Each entry is to be retyped exactly as it appears. Leave the images out.

Data extracted from a collection:
-------------------------
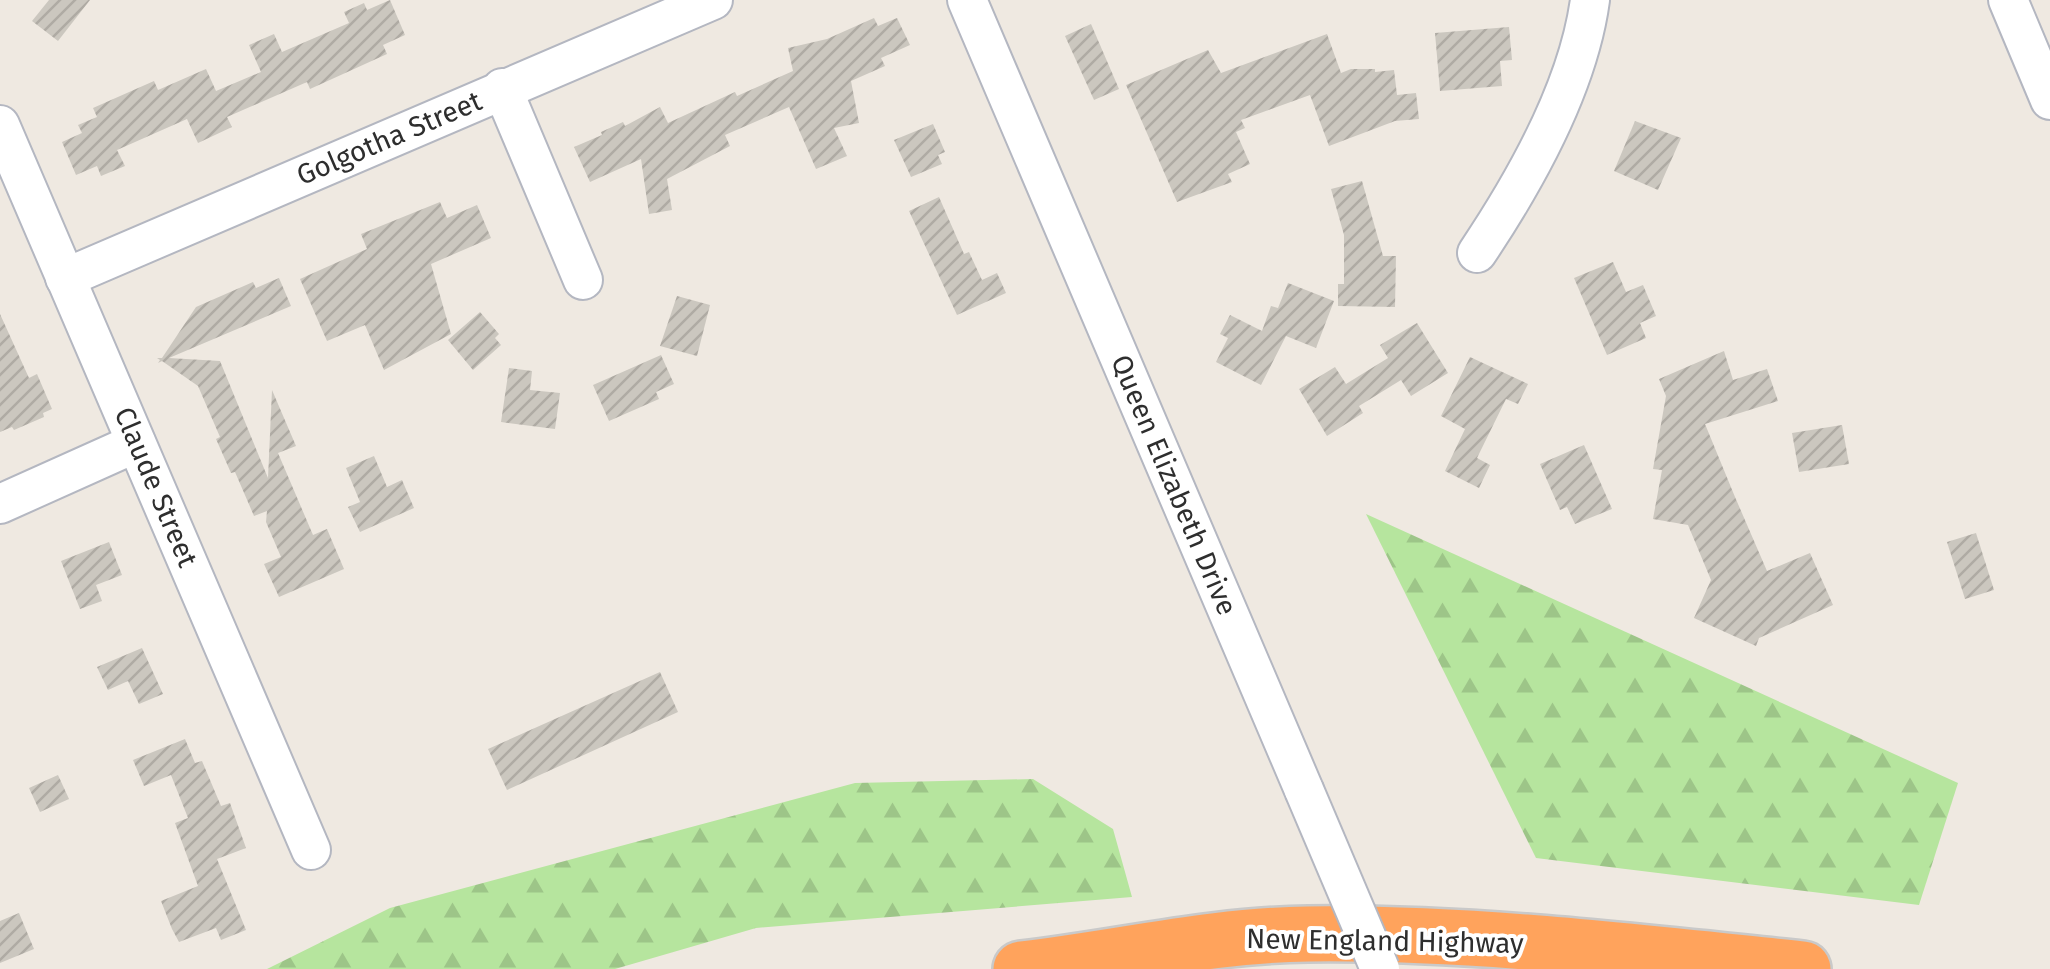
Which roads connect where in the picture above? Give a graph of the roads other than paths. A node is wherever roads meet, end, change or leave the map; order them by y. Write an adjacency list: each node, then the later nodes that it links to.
1 (713, 0): 5 (street, Golgotha Street)
2 (967, 0): 16 (street, Queen Elizabeth Drive, bridge)
3 (1590, 0): 8 (street)
4 (2008, 0): 6 (street)
5 (502, 88): 9 (street, Golgotha Street); 10 (street)
6 (2050, 100)
7 (0, 125): 9 (street, Claude Street)
8 (1476, 254)
9 (66, 278): 11 (street, Claude Street)
10 (583, 280)
11 (136, 442): 12 (street); 13 (street, Claude Street)
12 (0, 504)
13 (312, 850)
14 (1088, 961): 15 (highway, New England Highway); 17 (highway, New England Highway); 18 (highway, New England Highway)
15 (1020, 969)
16 (1380, 969)
17 (1471, 969)
18 (1803, 969)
-------------------------
Exercise solution:
Which roads connect where in the picture above? Give a graph of the roads other than paths. A node is wherever roads meet, end, change or leave the map; order them by y. Write an adjacency list: each node, then the later nodes that it links to.
1 (713, 0): 5 (street, Golgotha Street)
2 (967, 0): 16 (street, Queen Elizabeth Drive, bridge)
3 (1590, 0): 8 (street)
4 (2008, 0): 6 (street)
5 (502, 88): 9 (street, Golgotha Street); 10 (street)
6 (2050, 100)
7 (0, 125): 9 (street, Claude Street)
8 (1476, 254)
9 (66, 278): 11 (street, Claude Street)
10 (583, 280)
11 (136, 442): 12 (street); 13 (street, Claude Street)
12 (0, 504)
13 (312, 850)
14 (1088, 961): 15 (highway, New England Highway); 17 (highway, New England Highway); 18 (highway, New England Highway)
15 (1020, 969)
16 (1380, 969)
17 (1471, 969)
18 (1803, 969)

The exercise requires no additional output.